Collected data entries:

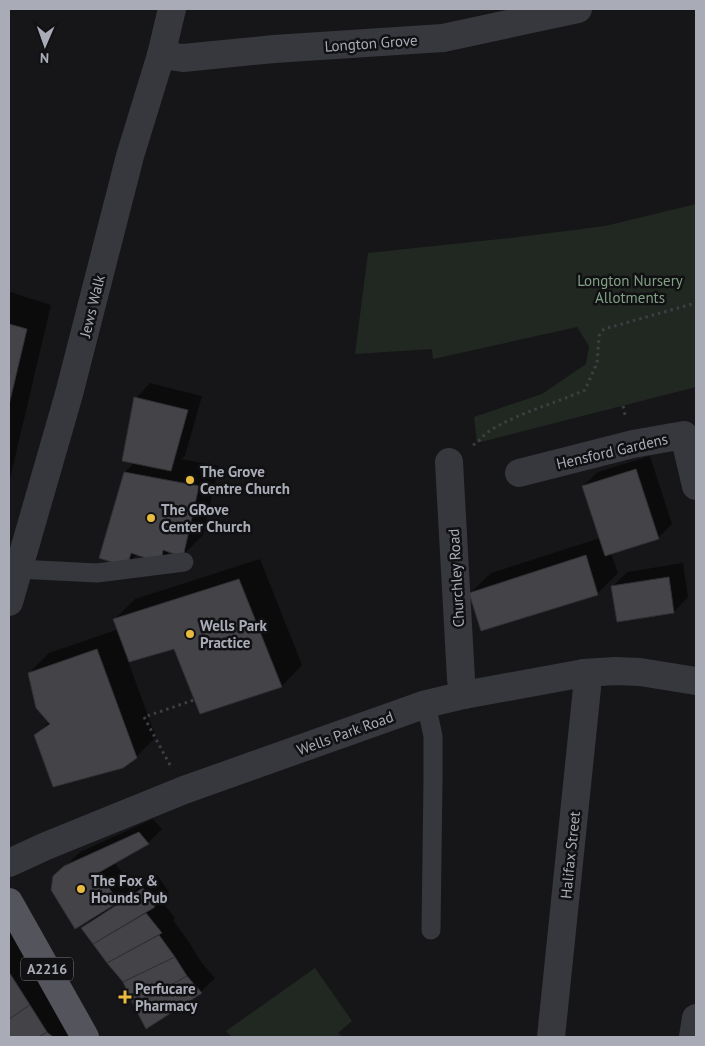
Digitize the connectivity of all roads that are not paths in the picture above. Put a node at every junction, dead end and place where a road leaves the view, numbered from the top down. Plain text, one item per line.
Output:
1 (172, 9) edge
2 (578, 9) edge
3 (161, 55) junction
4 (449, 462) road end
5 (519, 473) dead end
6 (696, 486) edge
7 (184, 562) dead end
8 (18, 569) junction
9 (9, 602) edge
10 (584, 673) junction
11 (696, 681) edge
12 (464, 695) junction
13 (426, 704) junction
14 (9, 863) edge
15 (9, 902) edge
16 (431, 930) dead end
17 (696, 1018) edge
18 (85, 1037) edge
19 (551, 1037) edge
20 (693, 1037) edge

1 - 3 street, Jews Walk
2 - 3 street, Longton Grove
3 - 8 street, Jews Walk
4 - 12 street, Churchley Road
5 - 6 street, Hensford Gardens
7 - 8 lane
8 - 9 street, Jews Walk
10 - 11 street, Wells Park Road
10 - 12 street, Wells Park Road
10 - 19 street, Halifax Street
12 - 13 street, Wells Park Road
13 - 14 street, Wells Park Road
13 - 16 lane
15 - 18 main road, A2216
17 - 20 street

* * *

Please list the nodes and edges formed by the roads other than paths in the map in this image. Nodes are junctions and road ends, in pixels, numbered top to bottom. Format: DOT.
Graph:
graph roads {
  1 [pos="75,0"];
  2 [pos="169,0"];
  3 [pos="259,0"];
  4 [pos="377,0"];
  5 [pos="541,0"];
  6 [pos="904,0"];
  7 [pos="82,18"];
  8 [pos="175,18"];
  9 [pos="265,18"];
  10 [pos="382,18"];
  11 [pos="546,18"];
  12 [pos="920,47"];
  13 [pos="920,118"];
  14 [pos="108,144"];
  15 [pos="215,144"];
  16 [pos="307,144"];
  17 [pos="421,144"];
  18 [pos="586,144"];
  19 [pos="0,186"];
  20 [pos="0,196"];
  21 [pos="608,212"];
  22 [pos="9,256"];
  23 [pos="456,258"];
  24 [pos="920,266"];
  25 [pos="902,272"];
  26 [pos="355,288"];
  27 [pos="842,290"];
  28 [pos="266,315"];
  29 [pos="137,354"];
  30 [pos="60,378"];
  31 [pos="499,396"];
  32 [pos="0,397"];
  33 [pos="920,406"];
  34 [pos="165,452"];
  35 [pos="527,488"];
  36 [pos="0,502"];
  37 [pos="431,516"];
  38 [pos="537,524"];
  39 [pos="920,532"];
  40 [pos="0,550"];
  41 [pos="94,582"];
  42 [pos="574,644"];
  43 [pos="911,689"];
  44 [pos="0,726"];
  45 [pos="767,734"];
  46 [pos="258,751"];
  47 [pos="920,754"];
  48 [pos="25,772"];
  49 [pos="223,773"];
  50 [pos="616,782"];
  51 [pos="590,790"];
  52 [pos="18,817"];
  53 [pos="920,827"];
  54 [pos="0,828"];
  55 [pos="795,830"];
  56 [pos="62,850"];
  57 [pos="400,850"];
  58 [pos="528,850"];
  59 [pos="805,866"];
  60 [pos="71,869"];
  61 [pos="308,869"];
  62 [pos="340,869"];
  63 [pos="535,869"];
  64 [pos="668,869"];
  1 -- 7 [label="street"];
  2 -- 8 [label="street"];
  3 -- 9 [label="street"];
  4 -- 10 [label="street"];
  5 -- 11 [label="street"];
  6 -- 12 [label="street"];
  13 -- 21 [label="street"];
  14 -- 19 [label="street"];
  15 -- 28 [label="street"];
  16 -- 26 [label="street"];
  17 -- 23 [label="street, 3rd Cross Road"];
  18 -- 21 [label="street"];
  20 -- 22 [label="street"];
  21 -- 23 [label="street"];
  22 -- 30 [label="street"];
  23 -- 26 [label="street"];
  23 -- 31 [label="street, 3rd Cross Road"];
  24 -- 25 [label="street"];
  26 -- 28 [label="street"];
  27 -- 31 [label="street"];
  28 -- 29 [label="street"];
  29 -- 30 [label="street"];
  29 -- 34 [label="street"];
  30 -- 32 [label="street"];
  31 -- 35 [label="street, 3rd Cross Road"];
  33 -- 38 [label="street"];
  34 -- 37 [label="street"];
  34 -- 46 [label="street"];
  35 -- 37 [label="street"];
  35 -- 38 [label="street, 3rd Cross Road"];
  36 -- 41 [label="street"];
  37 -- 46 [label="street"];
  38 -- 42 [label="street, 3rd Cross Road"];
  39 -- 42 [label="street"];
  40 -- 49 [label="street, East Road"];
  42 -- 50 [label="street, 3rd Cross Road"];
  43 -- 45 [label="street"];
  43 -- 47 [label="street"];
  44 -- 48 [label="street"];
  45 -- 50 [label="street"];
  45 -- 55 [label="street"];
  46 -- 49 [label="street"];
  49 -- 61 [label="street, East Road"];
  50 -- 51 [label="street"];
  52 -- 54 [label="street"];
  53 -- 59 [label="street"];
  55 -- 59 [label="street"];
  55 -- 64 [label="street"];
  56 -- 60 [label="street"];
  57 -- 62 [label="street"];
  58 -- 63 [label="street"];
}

= YOUR INSTRUCTIONS =
Every line that holds the word "numbered" should be copied from the records above.

= EXERCISE SOLUTION =
Digitize the connectivity of all roads that are not paths in the picture above. Put a node at every junction, dead end and place where a road leaves the view, numbered from the top down. Plain text, one item per line.
Please list the nodes and edges formed by the roads other than paths in the map in this image. Nodes are junctions and road ends, in pixels, numbered top to bottom. Format: DOT.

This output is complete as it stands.